Referring to the overall investment need for climate action, one of the lead authors of the expert group report and its co-chair, Amar Bhattacharya, however, emphasised that the bulk of the investment for climate action would, in any case, be domestic finance. “Different kinds of investment need different kinds of finance… Largest in terms of amount is for energy transition. It is also clear that a lot of that investment would come from the private sector,” said Bhattacharya while explaining the details in a media huddle.
The report, released on the sidelines of COP29 on Thursday, estimates that the global projected investment (both external and domestic) requirement for climate action is around $6.3–6.7 trillion per year by 2030, of which $2.7–2.8 trillion is in advanced economies, $1.3-$1.4 trillion in China, and $2.3–2.5 trillion in EMDCs other than China.
“For 2035, we estimate global investment requirements for climate action to be around $7–8.1 trillion per year, with advanced economies needing $2.6–3.1 trillion, China $1.3–1.5 trillion, and EMDCs other than China requiring $3.1–3.5 trillion.

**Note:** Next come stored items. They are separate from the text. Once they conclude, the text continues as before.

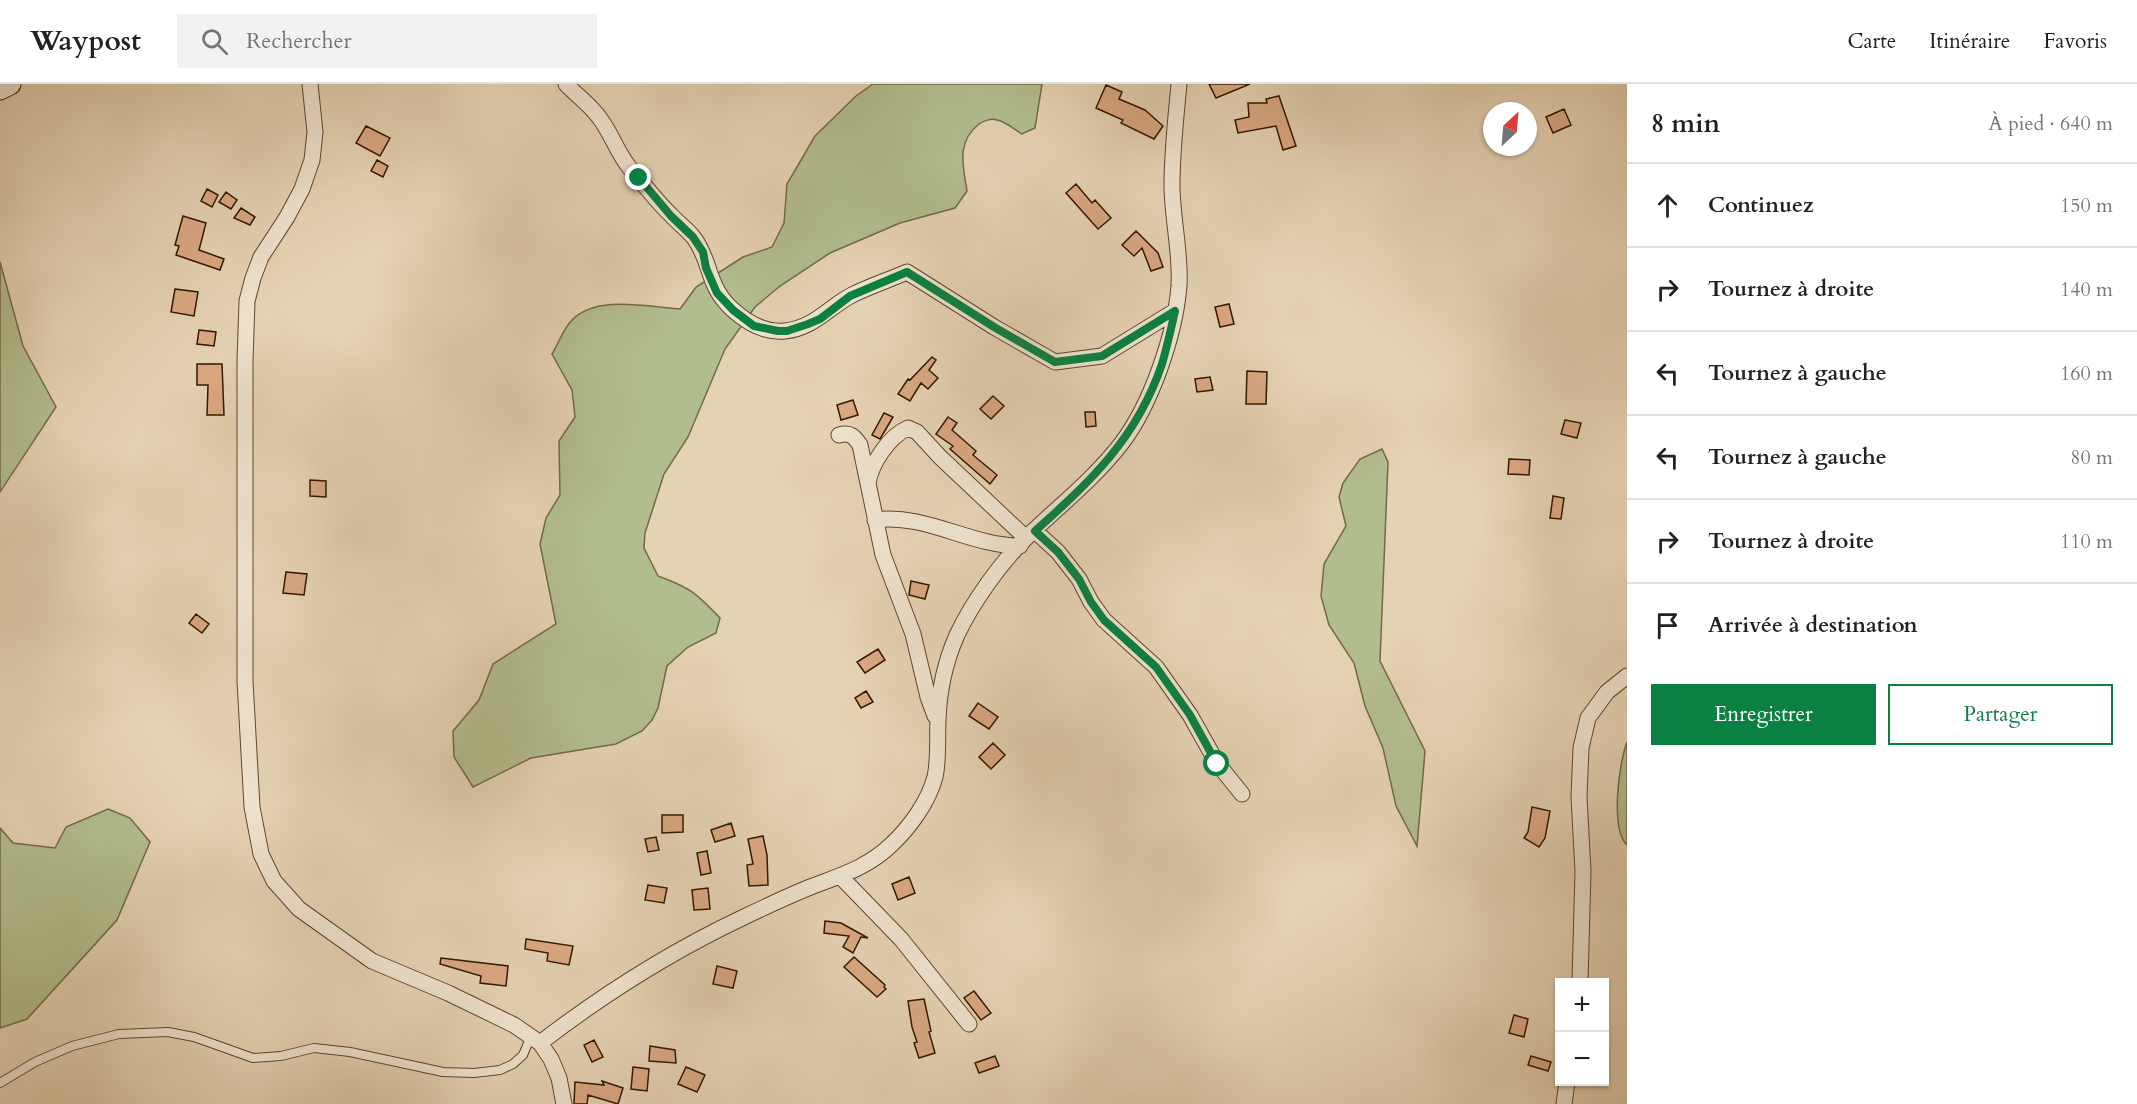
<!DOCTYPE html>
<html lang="fr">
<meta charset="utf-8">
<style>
body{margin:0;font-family:Cardo,serif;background:#f2f2f2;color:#202124}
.controls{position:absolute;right:18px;bottom:18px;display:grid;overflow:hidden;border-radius:0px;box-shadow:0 2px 4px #0004}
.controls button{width:54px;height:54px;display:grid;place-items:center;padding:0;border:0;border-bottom:2px solid #e0e0e0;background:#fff;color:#202124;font:30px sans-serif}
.compass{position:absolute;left:1483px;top:18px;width:54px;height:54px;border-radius:50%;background:#fff;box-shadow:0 2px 4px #0004;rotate:26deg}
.stop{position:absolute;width:18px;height:18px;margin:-14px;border:4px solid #0b8043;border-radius:50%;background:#fff}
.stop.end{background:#0b8043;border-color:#fff;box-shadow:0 2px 6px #0008}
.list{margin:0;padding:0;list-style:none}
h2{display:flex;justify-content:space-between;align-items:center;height:78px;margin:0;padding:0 24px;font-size:26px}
h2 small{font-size:20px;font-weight:400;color:#757577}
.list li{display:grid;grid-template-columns:39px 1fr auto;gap:18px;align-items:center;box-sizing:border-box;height:84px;padding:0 24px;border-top:2px solid #e0e0e0}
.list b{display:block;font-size:22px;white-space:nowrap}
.list em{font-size:20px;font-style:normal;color:#757577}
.actions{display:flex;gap:12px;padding:18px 24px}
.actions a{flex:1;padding:14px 0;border:2px solid #0b8043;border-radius:0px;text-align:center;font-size:21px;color:#0b8043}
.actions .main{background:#0b8043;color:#fff}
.icon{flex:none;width:33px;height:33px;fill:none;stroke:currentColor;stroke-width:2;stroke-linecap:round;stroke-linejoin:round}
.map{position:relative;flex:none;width:1627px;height:1020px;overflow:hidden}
header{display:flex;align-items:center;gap:36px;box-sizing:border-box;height:84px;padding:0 30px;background:#fff;border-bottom:2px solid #e0e0e0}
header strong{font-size:28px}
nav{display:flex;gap:33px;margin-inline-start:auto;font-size:21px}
.search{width:420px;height:54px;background:#f2f2f2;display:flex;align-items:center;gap:15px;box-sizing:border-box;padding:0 21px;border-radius:0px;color:#757577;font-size:22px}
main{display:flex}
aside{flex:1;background:#fff}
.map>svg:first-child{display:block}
.green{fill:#b2bd8e;stroke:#726a47;stroke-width:1.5}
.building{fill:#daa881;stroke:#321700;stroke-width:1.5}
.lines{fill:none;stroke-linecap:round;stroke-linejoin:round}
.lane-casing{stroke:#5f462d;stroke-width:10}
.street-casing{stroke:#5f462d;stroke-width:17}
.secondary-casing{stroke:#321700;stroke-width:23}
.lane{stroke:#eee2ce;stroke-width:8}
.street{stroke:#eee2ce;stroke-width:15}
.secondary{stroke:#eee2ce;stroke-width:21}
.route{stroke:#0b8043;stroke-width:8}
</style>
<header>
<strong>Waypost</strong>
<div class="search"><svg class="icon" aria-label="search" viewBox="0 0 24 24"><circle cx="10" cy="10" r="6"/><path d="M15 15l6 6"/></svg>Rechercher</div>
<nav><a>Carte</a><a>Itinéraire</a><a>Favoris</a></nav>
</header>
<main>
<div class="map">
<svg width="1627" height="1020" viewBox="0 0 1627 1020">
<rect width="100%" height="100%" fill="#e5d2b3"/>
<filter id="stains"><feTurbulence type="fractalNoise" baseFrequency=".00333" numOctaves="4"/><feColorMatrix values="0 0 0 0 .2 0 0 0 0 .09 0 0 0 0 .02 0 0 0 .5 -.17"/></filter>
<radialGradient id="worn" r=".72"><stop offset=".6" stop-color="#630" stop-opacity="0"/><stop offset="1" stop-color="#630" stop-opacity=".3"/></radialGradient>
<!-- green -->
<path class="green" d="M873 0H1042L1035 44 1022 50C1015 46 1005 37 997 36 991 34 983 37 979 40 956 58 963 82 967 107L955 124 900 139 830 169 780 202 755 223 725 265 688 353 664 390 645 449 644 464 658 492C691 504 696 509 720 534L716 549 688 563 667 582 658 624 652 636 642 647 616 660 531 674 473 703 454 673 453 647 479 616 493 580 556 540 540 460 546 434 560 411 559 357 575 333 572 306 552 270C558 260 563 246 571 237 596 210 648 223 680 225L696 203 743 173 772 163 784 139 787 100 815 52 856 12Z
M0 178 23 262 56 323 0 408Z
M1382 365 1388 378 1380 577 1425 667 1417 762 1396 722 1383 664 1365 622 1354 579 1329 541 1321 512 1324 480 1346 442 1339 413 1343 399 1360 375Z
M1627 658V761C1610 745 1619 679 1627 658Z
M108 725 130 734 150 758 117 836 27 935 0 944V744L13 759 55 764 66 743Z"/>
<!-- building -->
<path class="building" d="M1209 0H1250L1216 14Z
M1106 1 1122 8 1119 15 1145 26 1163 42 1154 55 1121 39 1123 36 1096 24Z
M1279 12 1296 62 1283 66 1276 42 1238 49 1235 36 1249 33 1248 19H1267L1266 15Z
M1564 25 1571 41 1553 49 1546 33Z
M366 42 390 54 380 72 356 59Z
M377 76 388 82 383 93 371 87Z
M1076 100 1092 119 1095 116 1111 134 1098 145 1066 109Z
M207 105 218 111 212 123 201 117Z
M226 108 237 116 231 125 219 118Z
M241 124 255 133 250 141 234 134Z
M183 132 206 139 199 166 224 175 220 186 176 171 179 162 175 161Z
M1136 147 1158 169 1163 183 1151 187 1142 164 1134 172 1122 161Z
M175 205 198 208 194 232 171 228Z
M1229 220 1234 240 1220 243 1215 223Z
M199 246 216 248 214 262 197 260Z
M932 273 936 276 929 286 938 294 928 305 921 299 910 317 898 310 908 295 910 296Z
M197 280H222L224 331H207L208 301H197Z
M1247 287 1267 288 1266 320H1246Z
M1210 293 1213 306 1197 308 1195 295Z
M993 312 1004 322 991 335 980 325Z
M853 316 858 331 841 336 837 321Z
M1085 328H1095L1096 342 1086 343Z
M884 329 893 333 880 355 872 351Z
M948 333 957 339 952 346 976 367 973 371 997 391 990 400 950 365 953 362 936 350Z
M1565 336 1581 339 1577 354 1561 350Z
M1509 375 1530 376 1529 391 1508 390Z
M310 396 326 397V413L310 412Z
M1553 412 1564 414 1561 435 1550 434Z
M286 488 307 490 304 511 283 509Z
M911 497 929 501 925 515 909 511Z
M196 530 209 540 202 549 189 539Z
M878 565 885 576 865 589 857 578Z
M866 607 873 618 861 624 855 614Z
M978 619 998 633 989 645 969 632Z
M993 659 1005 671 991 685 979 673Z
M1532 723 1550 727 1545 754 1539 763 1524 754 1528 748Z
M662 731H683V748L662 749Z
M731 739 735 752 715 758 711 746Z
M763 752 767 771 768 801 749 802 747 781 753 780 748 755Z
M656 753 659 766 648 768 645 755Z
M707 767 711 789 701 791 697 769Z
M909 793 915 809 898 816 892 800Z
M648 801 667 804 664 819 645 816Z
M708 804 710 825 694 826 692 806Z
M825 837 841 839 868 854 861 853 853 869 843 863 849 852 824 849Z
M526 855 573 862 569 881 547 877 548 869 525 865Z
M854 873 885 901 884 903 886 905 877 913 844 883Z
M441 874 508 882 506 902 480 899 481 892 440 880Z
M717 882 737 887 733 904 713 900Z
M974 907 991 929 981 936 964 914Z
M924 915 931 947 929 948 935 969 919 974 914 959 917 958 912 943 908 917Z
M1514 931 1528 935 1524 953 1509 949Z
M594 956 603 973 592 978 584 961Z
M650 962 675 966 676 979 649 977Z
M995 972 999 982 979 989 975 979Z
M1531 972 1551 978 1548 987 1528 981Z
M633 983 649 985 647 1007 631 1005Z
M686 983 705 991 697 1008 678 1000Z
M602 997 623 1004 618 1020 588 1011 587 1020H574L575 998 604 1001Z"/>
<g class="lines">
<!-- lane casing -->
<g class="lane-casing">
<path id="lane" d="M0 999 35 978 72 962 119 950 168 948 194 953 253 974 281 972 314 964 350 968 443 988 474 989 500 986 513 980 523 971 531 952"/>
</g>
<!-- street casing -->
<g class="street-casing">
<path id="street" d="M310 0 315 48 312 76 302 105 287 133 261 173 253 194 247 217 245 277V597L252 723 261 770 274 797 299 825 372 877 448 909 514 941 540 959 551 975 559 994 564 1020
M566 0C577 12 592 22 601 36 612 51 617 68 629 83 643 99 656 117 671 131 678 139 687 145 694 154 712 178 706 201 732 225 746 238 765 249 785 247 814 244 829 223 852 211 870 202 889 196 907 188L994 243 1055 278 1102 272 1175 227
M839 351C850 348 854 352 860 361L883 471 913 550 928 613 935 632
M868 399C871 380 889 352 908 344L917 348 940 373 1026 454
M875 436C926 429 970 462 1020 462
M1035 447 1058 468 1079 495 1091 518 1104 536 1156 583 1190 631 1217 679 1242 710
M841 793 901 855 969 940
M1580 898 1583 787 1579 713 1581 664 1588 634 1607 608 1627 592
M540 959C605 909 670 868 744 833 767 822 790 811 813 802 842 791 868 783 891 761 909 744 928 719 935 693 939 675 937 655 938 636 939 607 945 578 957 551 972 519 1001 478 1027 453 1059 422 1093 396 1121 360 1151 321 1175 251 1179 202 1181 168 1172 134 1172 101 1172 67 1176 33 1179 0
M1564 1020 1567 998"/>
</g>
<!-- secondary casing -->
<g class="secondary-casing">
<path id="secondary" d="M0 5 10 0"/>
</g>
<!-- lane -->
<use href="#lane" class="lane"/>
<!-- street -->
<use href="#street" class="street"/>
<!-- secondary -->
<use href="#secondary" class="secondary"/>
</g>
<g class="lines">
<!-- route -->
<path class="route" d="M639 94 671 132 693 153 703 168 706 184 717 209 733 226 754 242 778 247H787L808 240 820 235 850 212 907 188 994 243 1055 278 1102 272 1175 227C1171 245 1167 263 1162 280 1137 354 1091 397 1035 447L1058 468 1079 495 1091 518 1104 536 1156 583 1190 631 1217 680"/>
</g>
<rect width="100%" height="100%" filter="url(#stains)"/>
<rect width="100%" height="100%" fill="url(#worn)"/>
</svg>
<div class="controls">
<button>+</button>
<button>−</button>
</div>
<svg class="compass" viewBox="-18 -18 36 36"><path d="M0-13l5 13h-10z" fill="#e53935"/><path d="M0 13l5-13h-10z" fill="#757577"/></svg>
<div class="stop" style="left:1217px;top:680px"></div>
<div class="stop end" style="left:639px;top:94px"></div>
</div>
<aside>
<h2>8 min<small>À pied · 640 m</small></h2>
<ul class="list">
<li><svg class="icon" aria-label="ahead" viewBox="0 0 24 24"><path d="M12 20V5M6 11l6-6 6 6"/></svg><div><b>Continuez</b></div><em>150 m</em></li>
<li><svg class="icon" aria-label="right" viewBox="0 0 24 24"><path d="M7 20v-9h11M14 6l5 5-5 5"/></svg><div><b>Tournez à droite</b></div><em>140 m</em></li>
<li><svg class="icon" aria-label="left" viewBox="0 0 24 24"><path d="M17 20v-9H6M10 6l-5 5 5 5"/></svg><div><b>Tournez à gauche</b></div><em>160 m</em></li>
<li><svg class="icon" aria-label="left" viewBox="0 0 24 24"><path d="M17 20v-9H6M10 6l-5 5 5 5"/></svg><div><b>Tournez à gauche</b></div><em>80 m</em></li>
<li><svg class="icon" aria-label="right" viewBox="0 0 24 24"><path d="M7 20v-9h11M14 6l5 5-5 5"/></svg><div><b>Tournez à droite</b></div><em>110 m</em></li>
<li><svg class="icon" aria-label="arrive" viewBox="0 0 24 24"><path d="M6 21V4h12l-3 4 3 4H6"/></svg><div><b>Arrivée à destination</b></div></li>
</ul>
<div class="actions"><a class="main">Enregistrer</a><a>Partager</a></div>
</aside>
</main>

These needs are our estimations of what is required for delivery on the Paris Agreement, and the investments will also make a vital contribution to sustainable growth and the achievement of the Sustainable Development Goals,” said the authors in the report.
They said, “External finance from all sources, international public and private, along with others, will need to cover $1 trillion per year of the total investment needed by 2030 and around $1.3 trillion by 2035…We argue that cross-border private finance can meet about half of these needs given the changing nature of investment opportunities.”
After putting out these figures, the authors of the report concluded that “advanced economies need to demonstrate a credible commitment, including through the New Collective Quantified Goal (NCQG) to provide and mobilise the finance needed for climate action in developing countries”.
“It is not just the quantum but also the quality of finance. There needs to be more commitment of concessional capital… Most Countries in the global south are already on the verge of debt trap so in order to help them transition faster, the new climate finance goal is the minimum that countries in the global north need to commit to,” said Vibhuti Garg, Director, South Asia, IEEFA.